Stored items:
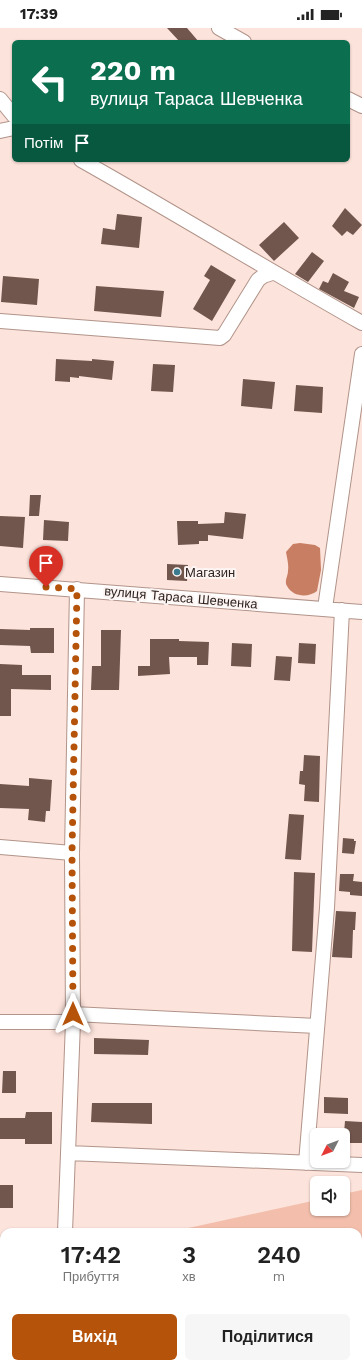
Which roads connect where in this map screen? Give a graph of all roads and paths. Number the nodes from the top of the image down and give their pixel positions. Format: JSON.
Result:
{"nodes":[{"id":1,"x":219,"y":28,"type":"edge"},
{"id":2,"x":240,"y":40,"type":"edge"},
{"id":3,"x":0,"y":99,"type":"edge"},
{"id":4,"x":350,"y":100,"type":"edge"},
{"id":5,"x":362,"y":106,"type":"edge"},
{"id":6,"x":12,"y":114,"type":"edge"},
{"id":7,"x":12,"y":128,"type":"edge"},
{"id":8,"x":0,"y":131,"type":"edge"},
{"id":9,"x":85,"y":162,"type":"edge"},
{"id":10,"x":272,"y":273,"type":"junction"},
{"id":11,"x":0,"y":321,"type":"edge"},
{"id":12,"x":362,"y":323,"type":"edge"},
{"id":13,"x":362,"y":354,"type":"edge"},
{"id":14,"x":0,"y":584,"type":"edge"},
{"id":15,"x":77,"y":589,"type":"junction"},
{"id":16,"x":325,"y":608,"type":"junction"},
{"id":17,"x":342,"y":610,"type":"junction"},
{"id":18,"x":362,"y":612,"type":"edge"},
{"id":19,"x":0,"y":847,"type":"edge"},
{"id":20,"x":72,"y":853,"type":"junction"},
{"id":21,"x":73,"y":1018,"type":"junction"},
{"id":22,"x":0,"y":1022,"type":"edge"},
{"id":23,"x":317,"y":1026,"type":"junction"},
{"id":24,"x":68,"y":1152,"type":"junction"},
{"id":25,"x":306,"y":1163,"type":"junction"},
{"id":26,"x":362,"y":1165,"type":"edge"},
{"id":27,"x":65,"y":1228,"type":"edge"}],
"edges":[{"from":1,"to":2,"type":"street"},
{"from":3,"to":6,"type":"street"},
{"from":4,"to":5,"type":"street"},
{"from":7,"to":8,"type":"street"},
{"from":9,"to":10,"type":"street"},
{"from":10,"to":11,"type":"street"},
{"from":10,"to":12,"type":"street"},
{"from":13,"to":16,"type":"street"},
{"from":14,"to":15,"type":"street","name":"вулиця Тараса Шевченка"},
{"from":15,"to":16,"type":"street","name":"вулиця Тараса Шевченка"},
{"from":15,"to":20,"type":"street"},
{"from":16,"to":17,"type":"street","name":"вулиця Тараса Шевченка"},
{"from":17,"to":18,"type":"street","name":"вулиця Тараса Шевченка"},
{"from":17,"to":23,"type":"street"},
{"from":19,"to":20,"type":"street"},
{"from":20,"to":21,"type":"street"},
{"from":21,"to":22,"type":"street"},
{"from":21,"to":23,"type":"street"},
{"from":21,"to":24,"type":"street"},
{"from":23,"to":25,"type":"street"},
{"from":24,"to":25,"type":"street"},
{"from":24,"to":27,"type":"street"},
{"from":25,"to":26,"type":"street"}]}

* Problem to work on *
The lines to copy are those above that contain "Тараса".

* Task output *
{"from":14,"to":15,"type":"street","name":"вулиця Тараса Шевченка"},
{"from":15,"to":16,"type":"street","name":"вулиця Тараса Шевченка"},
{"from":16,"to":17,"type":"street","name":"вулиця Тараса Шевченка"},
{"from":17,"to":18,"type":"street","name":"вулиця Тараса Шевченка"},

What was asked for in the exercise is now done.